>>>>>

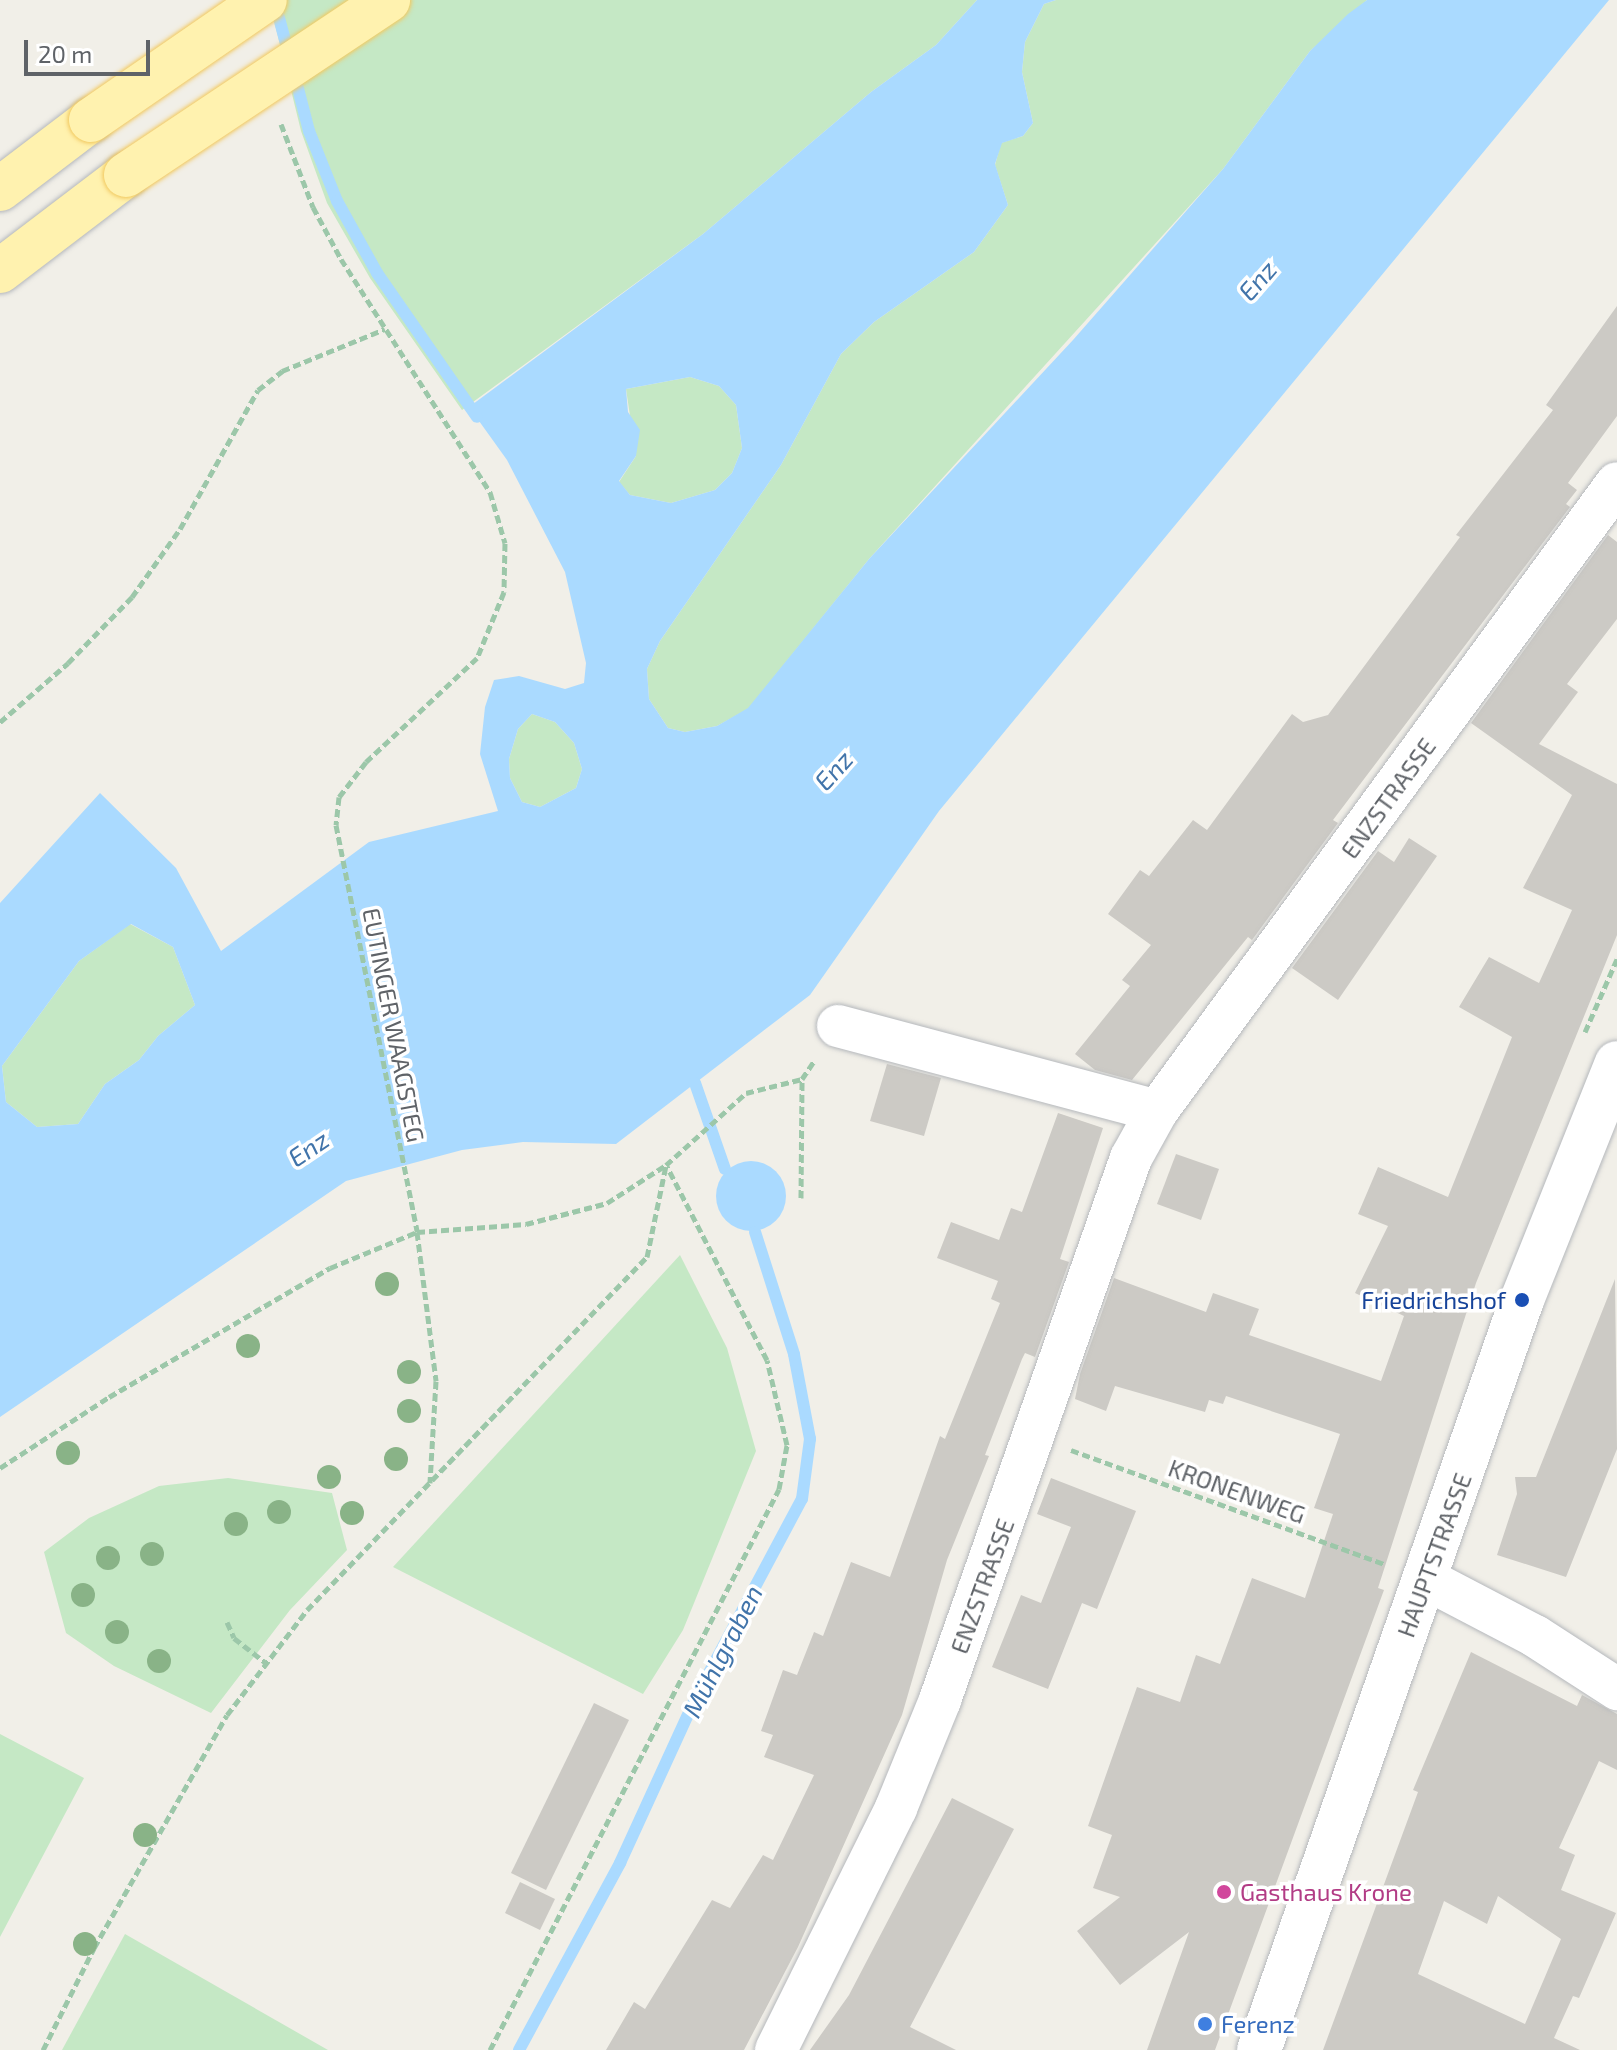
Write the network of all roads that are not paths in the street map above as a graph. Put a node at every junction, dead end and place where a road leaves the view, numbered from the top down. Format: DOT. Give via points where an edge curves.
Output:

<<<<<
>>>>>

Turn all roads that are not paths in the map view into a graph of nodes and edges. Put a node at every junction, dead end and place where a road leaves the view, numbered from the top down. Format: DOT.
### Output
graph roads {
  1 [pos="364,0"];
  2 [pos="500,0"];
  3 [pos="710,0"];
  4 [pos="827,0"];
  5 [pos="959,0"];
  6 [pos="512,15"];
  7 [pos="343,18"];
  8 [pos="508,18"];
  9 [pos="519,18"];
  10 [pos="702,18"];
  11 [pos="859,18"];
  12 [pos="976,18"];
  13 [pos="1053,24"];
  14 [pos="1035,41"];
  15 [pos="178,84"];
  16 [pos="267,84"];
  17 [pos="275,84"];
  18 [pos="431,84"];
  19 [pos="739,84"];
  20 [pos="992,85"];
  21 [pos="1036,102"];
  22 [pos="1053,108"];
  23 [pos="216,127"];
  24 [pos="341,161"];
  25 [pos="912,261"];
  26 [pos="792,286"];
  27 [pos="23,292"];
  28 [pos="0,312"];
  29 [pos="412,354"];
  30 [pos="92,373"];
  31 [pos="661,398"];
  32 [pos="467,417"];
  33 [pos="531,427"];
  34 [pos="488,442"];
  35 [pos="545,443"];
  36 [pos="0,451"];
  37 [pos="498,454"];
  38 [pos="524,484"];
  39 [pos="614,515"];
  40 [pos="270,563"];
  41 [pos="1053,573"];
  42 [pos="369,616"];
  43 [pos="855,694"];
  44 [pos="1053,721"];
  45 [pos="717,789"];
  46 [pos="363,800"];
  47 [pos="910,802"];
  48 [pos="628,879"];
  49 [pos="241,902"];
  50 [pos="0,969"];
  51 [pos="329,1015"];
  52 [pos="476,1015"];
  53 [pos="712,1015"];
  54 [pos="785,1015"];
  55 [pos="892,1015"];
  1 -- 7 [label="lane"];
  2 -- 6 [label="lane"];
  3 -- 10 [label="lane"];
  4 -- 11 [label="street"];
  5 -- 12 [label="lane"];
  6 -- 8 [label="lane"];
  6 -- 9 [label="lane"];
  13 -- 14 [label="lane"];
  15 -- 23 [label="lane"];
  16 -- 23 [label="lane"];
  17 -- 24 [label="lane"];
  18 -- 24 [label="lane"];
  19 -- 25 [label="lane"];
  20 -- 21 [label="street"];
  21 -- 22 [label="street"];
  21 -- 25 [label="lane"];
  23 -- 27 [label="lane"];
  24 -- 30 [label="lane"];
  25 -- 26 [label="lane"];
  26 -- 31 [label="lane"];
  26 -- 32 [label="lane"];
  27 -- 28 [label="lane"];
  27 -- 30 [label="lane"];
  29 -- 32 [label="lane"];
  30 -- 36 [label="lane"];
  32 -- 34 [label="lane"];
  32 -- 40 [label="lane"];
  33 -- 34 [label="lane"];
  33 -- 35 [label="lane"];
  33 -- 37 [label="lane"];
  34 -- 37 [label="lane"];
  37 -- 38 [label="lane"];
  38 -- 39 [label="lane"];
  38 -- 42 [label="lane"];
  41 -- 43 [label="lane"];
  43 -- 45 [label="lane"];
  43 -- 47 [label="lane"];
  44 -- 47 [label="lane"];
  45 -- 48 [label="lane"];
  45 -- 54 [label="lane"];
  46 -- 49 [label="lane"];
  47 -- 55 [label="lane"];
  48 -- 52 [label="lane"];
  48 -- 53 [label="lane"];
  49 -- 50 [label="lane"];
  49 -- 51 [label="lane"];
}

<<<<<

### Work to be completed
Which lines of the data contain "every"? Copy them all.

### Exercise response
Write the network of all roads that are not paths in the street map above as a graph. Put a node at every junction, dead end and place where a road leaves the view, numbered from the top down. Format: DOT. Give via points where an edge curves.
Turn all roads that are not paths in the map view into a graph of nodes and edges. Put a node at every junction, dead end and place where a road leaves the view, numbered from the top down. Format: DOT.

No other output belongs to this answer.